WHAT TO WORK ON:
What you return must be every line below that includes the word "Circle".

* * * * *

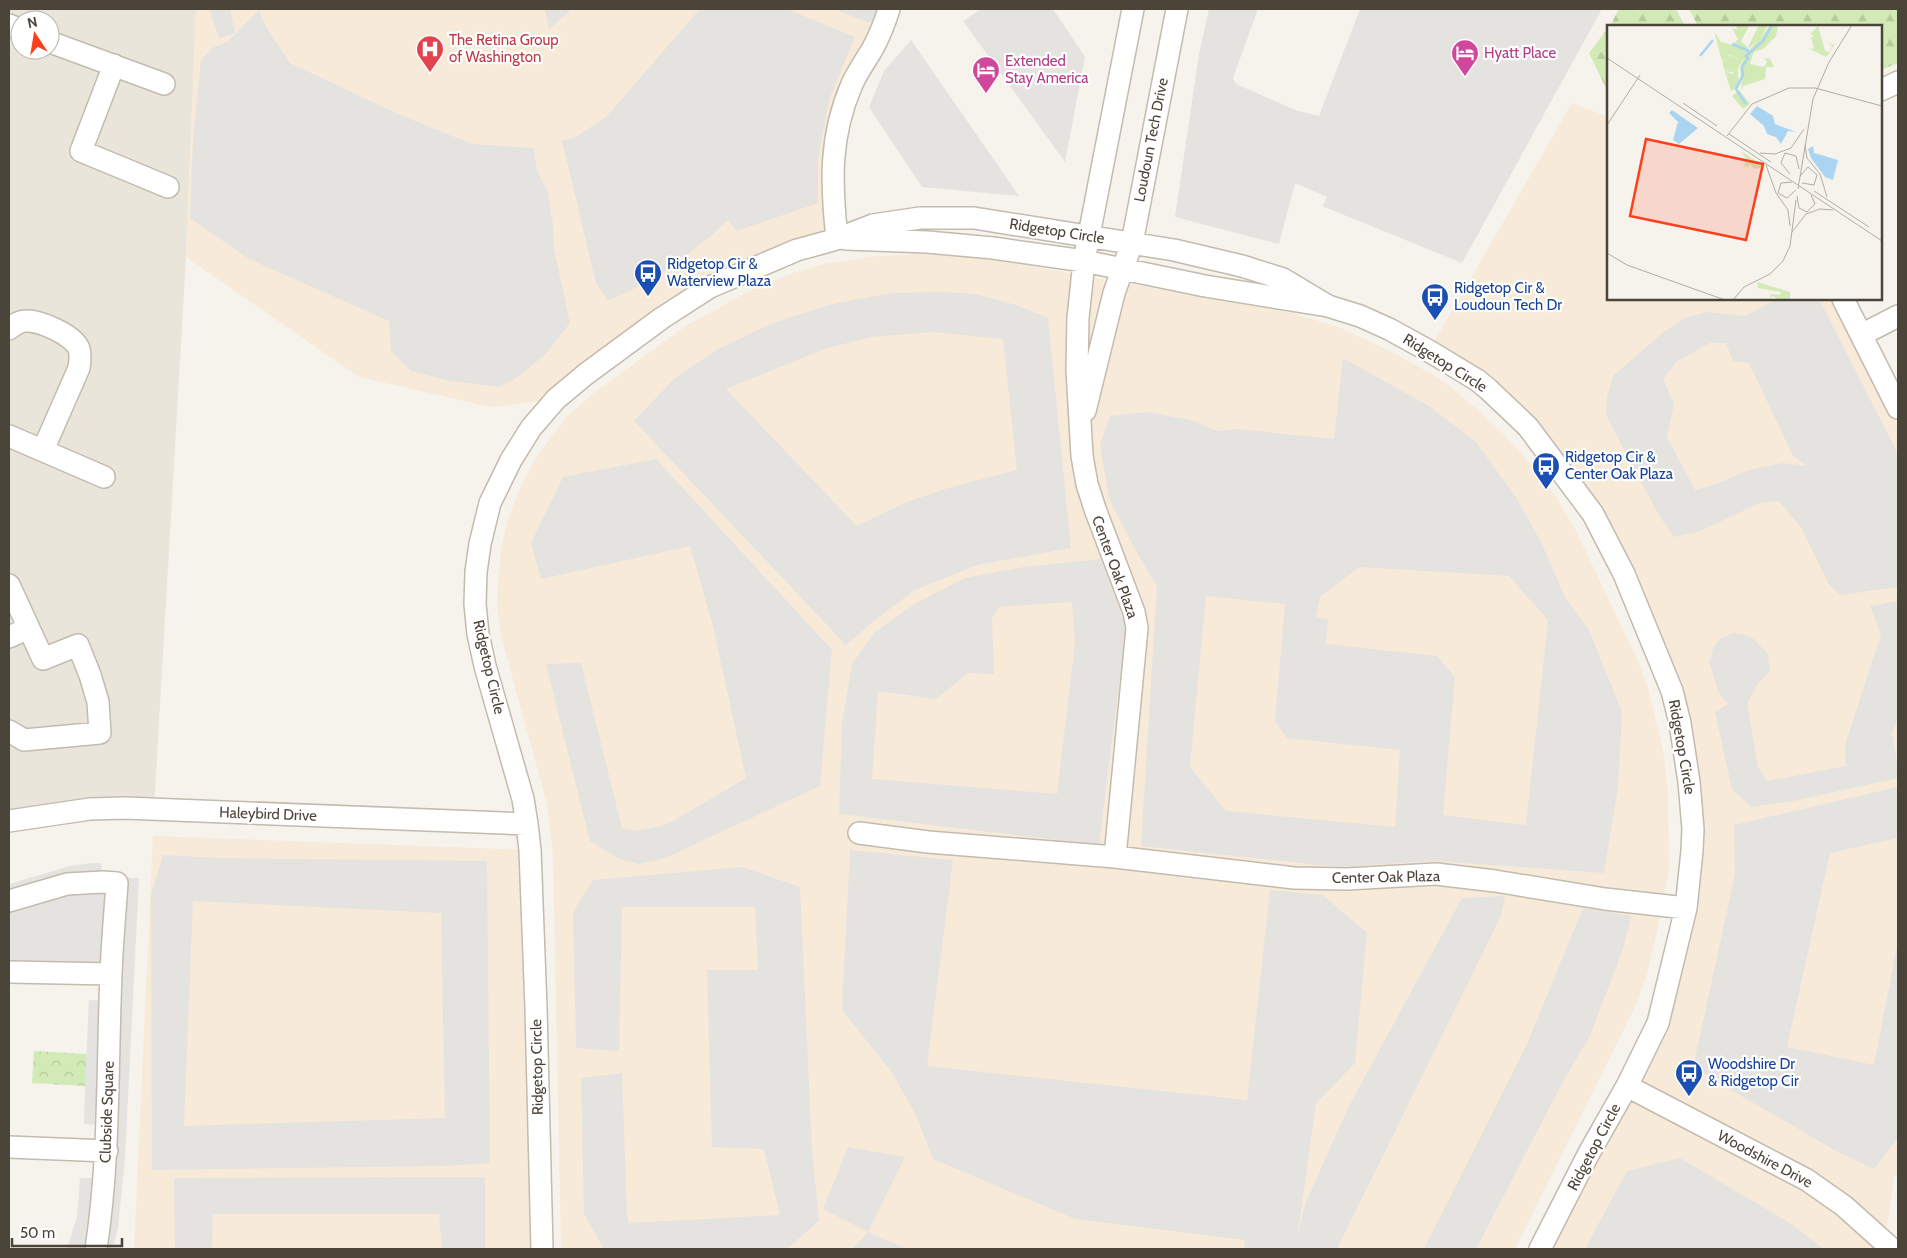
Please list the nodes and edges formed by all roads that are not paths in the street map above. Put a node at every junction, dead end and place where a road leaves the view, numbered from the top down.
1 (889, 9) edge
2 (1118, 9) edge
3 (1133, 9) edge
4 (1176, 9) edge
5 (1128, 40) junction
6 (60, 46) edge
7 (114, 65) junction
8 (1898, 82) edge
9 (164, 84) dead end
10 (1882, 90) edge
11 (168, 187) dead end
12 (1090, 236) junction
13 (837, 239) junction
14 (1132, 243) junction
15 (1084, 261) junction
16 (1122, 270) junction
17 (1843, 300) edge
18 (1328, 306) junction
19 (1898, 316) edge
20 (9, 329) edge
21 (1861, 335) junction
22 (1898, 408) edge
23 (1081, 426) junction
24 (9, 436) edge
25 (43, 450) junction
26 (104, 477) dead end
27 (9, 585) edge
28 (29, 628) junction
29 (9, 637) edge
30 (9, 730) edge
31 (9, 821) edge
32 (527, 824) junction
33 (859, 833) dead end
34 (1115, 857) junction
35 (9, 901) edge
36 (1686, 908) junction
37 (9, 972) edge
38 (111, 974) junction
39 (1627, 1086) junction
40 (9, 1147) edge
41 (107, 1151) junction
42 (96, 1249) edge
43 (542, 1249) edge
44 (1540, 1249) edge
45 (1892, 1249) edge

1 - 13 street
2 - 5 street
3 - 5 street
4 - 14 street, Loudoun Tech Drive
5 - 12 street
6 - 7 street
7 - 9 street
7 - 11 street
8 - 10 street
12 - 13 street, Ridgetop Circle
12 - 14 street, Ridgetop Circle
12 - 15 street
13 - 15 street, Ridgetop Circle
13 - 32 street, Ridgetop Circle
14 - 16 street, Loudoun Tech Drive
14 - 18 street, Ridgetop Circle
15 - 16 street, Ridgetop Circle
15 - 23 street, Center Oak Plaza
16 - 18 street, Ridgetop Circle
16 - 23 street, Center Oak Plaza
17 - 21 street
18 - 36 street, Ridgetop Circle
19 - 21 street
20 - 25 street
21 - 22 street
23 - 34 street, Center Oak Plaza
24 - 25 street
25 - 26 street
27 - 28 street
28 - 29 street
28 - 30 street
31 - 32 street, Haleybird Drive
32 - 43 street, Ridgetop Circle
33 - 34 street, Center Oak Plaza
34 - 36 street, Center Oak Plaza
35 - 38 street, Clubside Square
36 - 39 street, Ridgetop Circle
37 - 38 street
38 - 41 street, Clubside Square
39 - 44 street, Ridgetop Circle
39 - 45 street, Woodshire Drive
40 - 41 street
41 - 42 street, Clubside Square

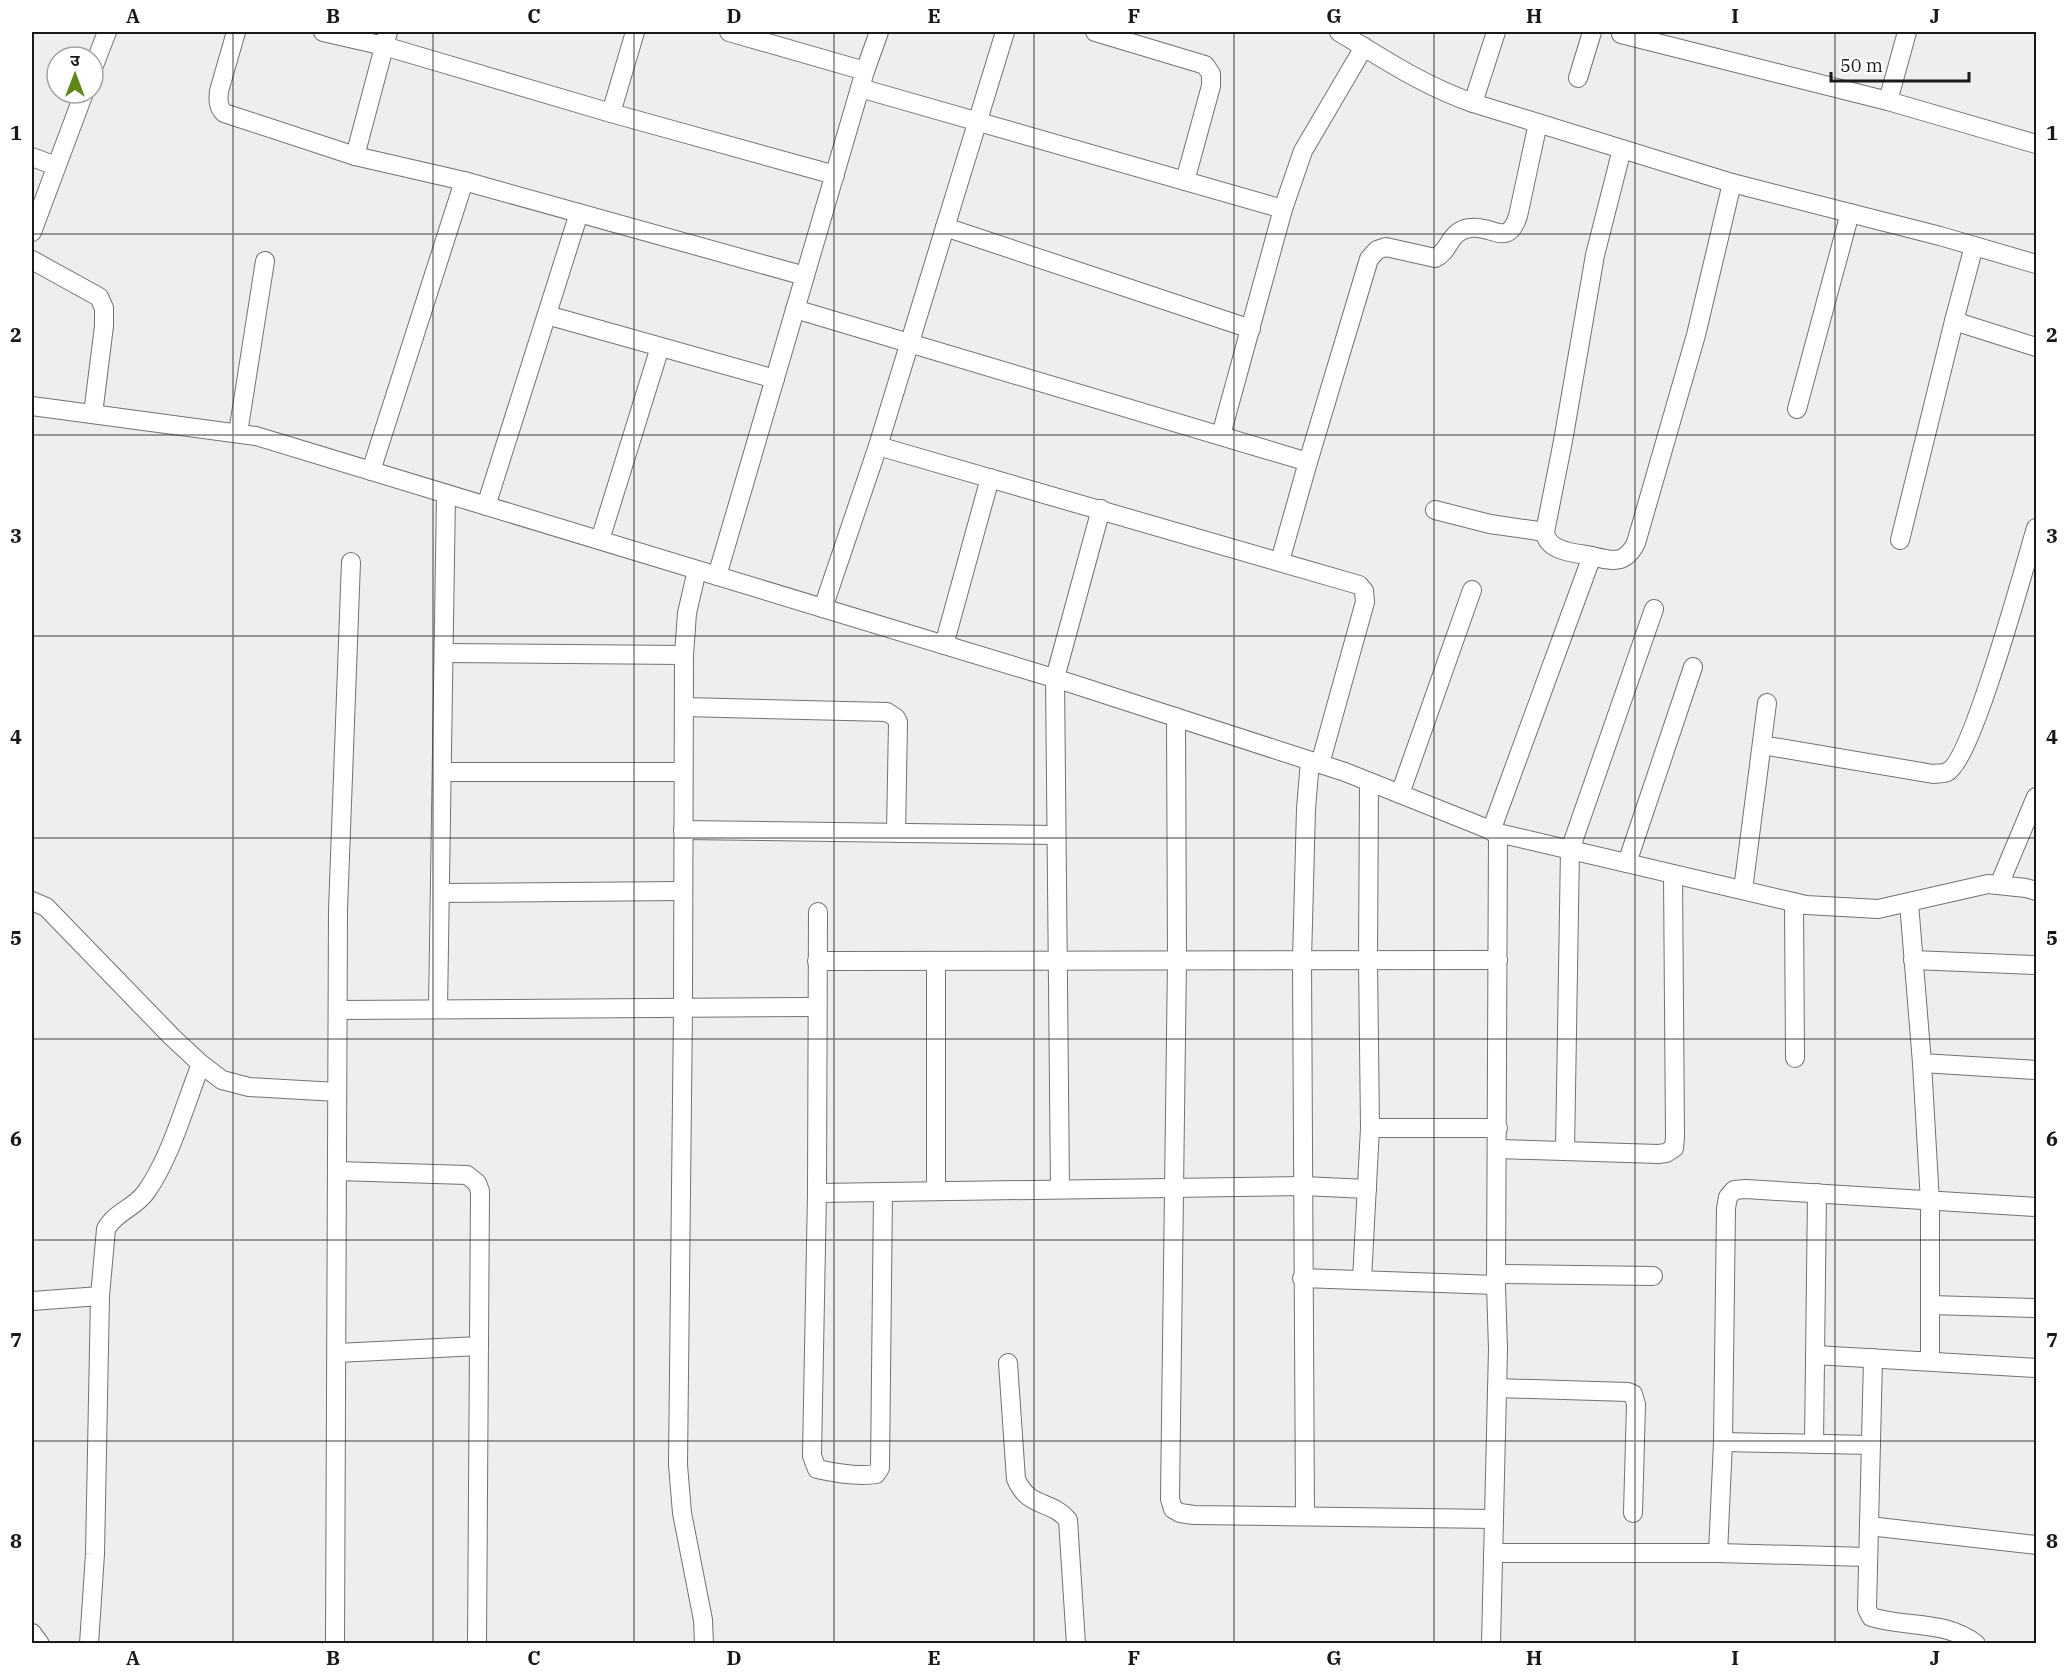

* * * * *

RESPONSE TO THIS EXERCISE:
12 - 13 street, Ridgetop Circle
12 - 14 street, Ridgetop Circle
13 - 15 street, Ridgetop Circle
13 - 32 street, Ridgetop Circle
14 - 18 street, Ridgetop Circle
15 - 16 street, Ridgetop Circle
16 - 18 street, Ridgetop Circle
18 - 36 street, Ridgetop Circle
32 - 43 street, Ridgetop Circle
36 - 39 street, Ridgetop Circle
39 - 44 street, Ridgetop Circle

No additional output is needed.